## Assignment
Scan the records below, and wherever a line has the word "give", pull it out.

Stored entries
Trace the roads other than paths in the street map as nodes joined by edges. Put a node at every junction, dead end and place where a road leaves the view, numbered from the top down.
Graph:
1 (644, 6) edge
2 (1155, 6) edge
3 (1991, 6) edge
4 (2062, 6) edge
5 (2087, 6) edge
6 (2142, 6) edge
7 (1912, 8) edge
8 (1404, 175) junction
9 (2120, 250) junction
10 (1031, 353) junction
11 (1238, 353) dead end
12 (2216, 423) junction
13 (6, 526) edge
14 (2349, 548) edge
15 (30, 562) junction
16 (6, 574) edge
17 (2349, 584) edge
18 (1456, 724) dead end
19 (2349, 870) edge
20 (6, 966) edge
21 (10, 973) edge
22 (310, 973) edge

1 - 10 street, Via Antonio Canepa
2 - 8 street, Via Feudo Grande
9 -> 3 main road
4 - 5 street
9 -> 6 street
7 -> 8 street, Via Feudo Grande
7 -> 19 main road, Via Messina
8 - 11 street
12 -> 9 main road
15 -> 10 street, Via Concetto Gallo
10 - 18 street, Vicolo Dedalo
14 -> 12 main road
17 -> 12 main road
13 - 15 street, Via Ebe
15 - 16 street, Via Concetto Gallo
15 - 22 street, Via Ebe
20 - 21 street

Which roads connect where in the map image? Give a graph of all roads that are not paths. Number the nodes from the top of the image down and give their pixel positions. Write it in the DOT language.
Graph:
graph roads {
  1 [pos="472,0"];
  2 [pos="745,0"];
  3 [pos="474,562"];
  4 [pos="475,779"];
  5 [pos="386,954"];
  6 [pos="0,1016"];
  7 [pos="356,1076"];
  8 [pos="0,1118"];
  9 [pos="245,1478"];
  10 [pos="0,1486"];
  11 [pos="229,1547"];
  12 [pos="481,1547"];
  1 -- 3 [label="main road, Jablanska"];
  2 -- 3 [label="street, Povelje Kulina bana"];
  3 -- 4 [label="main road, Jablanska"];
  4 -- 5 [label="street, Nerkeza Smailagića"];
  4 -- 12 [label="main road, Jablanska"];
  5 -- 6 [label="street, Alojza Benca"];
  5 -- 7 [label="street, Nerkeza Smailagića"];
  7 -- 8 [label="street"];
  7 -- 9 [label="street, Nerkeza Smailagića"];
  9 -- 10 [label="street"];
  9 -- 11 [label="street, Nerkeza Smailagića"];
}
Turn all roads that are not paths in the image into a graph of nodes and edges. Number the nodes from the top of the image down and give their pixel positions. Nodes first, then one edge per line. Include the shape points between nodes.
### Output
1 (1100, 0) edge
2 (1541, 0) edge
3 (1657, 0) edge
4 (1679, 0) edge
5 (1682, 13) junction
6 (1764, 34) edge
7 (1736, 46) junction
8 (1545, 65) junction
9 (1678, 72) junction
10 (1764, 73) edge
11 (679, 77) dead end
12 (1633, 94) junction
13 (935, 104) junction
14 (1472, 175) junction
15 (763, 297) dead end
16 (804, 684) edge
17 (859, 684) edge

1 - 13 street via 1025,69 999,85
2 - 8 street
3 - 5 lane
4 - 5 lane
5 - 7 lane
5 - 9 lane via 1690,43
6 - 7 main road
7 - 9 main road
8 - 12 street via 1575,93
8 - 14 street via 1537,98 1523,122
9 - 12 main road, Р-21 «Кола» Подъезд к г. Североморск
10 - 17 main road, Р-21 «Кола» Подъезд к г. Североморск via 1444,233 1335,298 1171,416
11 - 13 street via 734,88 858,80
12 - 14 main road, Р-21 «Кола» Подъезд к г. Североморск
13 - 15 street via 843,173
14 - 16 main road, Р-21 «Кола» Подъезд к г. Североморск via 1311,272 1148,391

## Answer section
Which roads connect where in the map image? Give a graph of all roads that are not paths. Number the nodes from the top of the image down and give their pixel positions. Write it in the DOT language.
Turn all roads that are not paths in the image into a graph of nodes and edges. Number the nodes from the top of the image down and give their pixel positions. Nodes first, then one edge per line. Include the shape points between nodes.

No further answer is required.